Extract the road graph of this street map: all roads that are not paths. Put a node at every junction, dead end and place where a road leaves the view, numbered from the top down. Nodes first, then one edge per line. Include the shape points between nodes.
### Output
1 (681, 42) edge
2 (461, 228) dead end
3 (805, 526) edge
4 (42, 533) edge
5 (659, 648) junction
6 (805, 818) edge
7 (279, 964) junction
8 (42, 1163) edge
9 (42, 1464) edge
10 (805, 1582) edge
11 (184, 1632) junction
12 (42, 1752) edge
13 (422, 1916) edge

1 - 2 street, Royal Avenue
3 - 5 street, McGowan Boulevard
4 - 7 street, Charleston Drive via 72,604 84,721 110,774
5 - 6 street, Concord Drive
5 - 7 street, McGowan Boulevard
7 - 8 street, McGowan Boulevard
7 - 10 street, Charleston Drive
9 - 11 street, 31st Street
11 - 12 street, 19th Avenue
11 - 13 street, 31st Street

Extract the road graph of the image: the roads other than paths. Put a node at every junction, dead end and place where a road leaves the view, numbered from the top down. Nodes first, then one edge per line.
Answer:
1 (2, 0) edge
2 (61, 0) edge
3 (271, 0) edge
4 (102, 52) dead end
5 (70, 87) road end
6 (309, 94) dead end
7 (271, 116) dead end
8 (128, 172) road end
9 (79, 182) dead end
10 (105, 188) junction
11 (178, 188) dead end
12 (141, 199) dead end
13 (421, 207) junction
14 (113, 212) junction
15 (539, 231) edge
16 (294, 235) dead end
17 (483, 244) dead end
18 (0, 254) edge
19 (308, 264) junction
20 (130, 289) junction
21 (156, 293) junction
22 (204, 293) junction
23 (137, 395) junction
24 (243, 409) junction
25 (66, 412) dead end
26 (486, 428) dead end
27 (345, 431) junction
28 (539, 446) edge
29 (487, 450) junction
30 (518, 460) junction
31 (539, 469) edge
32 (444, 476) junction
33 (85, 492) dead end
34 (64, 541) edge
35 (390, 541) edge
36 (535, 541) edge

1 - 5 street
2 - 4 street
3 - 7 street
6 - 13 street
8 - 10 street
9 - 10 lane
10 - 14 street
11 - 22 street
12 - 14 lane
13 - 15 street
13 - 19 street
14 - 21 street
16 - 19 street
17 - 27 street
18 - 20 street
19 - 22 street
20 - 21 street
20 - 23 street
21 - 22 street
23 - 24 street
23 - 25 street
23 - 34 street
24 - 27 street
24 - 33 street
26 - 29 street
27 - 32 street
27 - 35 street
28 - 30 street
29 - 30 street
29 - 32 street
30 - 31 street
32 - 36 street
========================================================================
Try it:
Return, exactly and without additions, the lines that run from the one containing "Extract the road graph of the" to the end of the material above.

Response:
Extract the road graph of the image: the roads other than paths. Put a node at every junction, dead end and place where a road leaves the view, numbered from the top down. Nodes first, then one edge per line.
Answer:
1 (2, 0) edge
2 (61, 0) edge
3 (271, 0) edge
4 (102, 52) dead end
5 (70, 87) road end
6 (309, 94) dead end
7 (271, 116) dead end
8 (128, 172) road end
9 (79, 182) dead end
10 (105, 188) junction
11 (178, 188) dead end
12 (141, 199) dead end
13 (421, 207) junction
14 (113, 212) junction
15 (539, 231) edge
16 (294, 235) dead end
17 (483, 244) dead end
18 (0, 254) edge
19 (308, 264) junction
20 (130, 289) junction
21 (156, 293) junction
22 (204, 293) junction
23 (137, 395) junction
24 (243, 409) junction
25 (66, 412) dead end
26 (486, 428) dead end
27 (345, 431) junction
28 (539, 446) edge
29 (487, 450) junction
30 (518, 460) junction
31 (539, 469) edge
32 (444, 476) junction
33 (85, 492) dead end
34 (64, 541) edge
35 (390, 541) edge
36 (535, 541) edge

1 - 5 street
2 - 4 street
3 - 7 street
6 - 13 street
8 - 10 street
9 - 10 lane
10 - 14 street
11 - 22 street
12 - 14 lane
13 - 15 street
13 - 19 street
14 - 21 street
16 - 19 street
17 - 27 street
18 - 20 street
19 - 22 street
20 - 21 street
20 - 23 street
21 - 22 street
23 - 24 street
23 - 25 street
23 - 34 street
24 - 27 street
24 - 33 street
26 - 29 street
27 - 32 street
27 - 35 street
28 - 30 street
29 - 30 street
29 - 32 street
30 - 31 street
32 - 36 street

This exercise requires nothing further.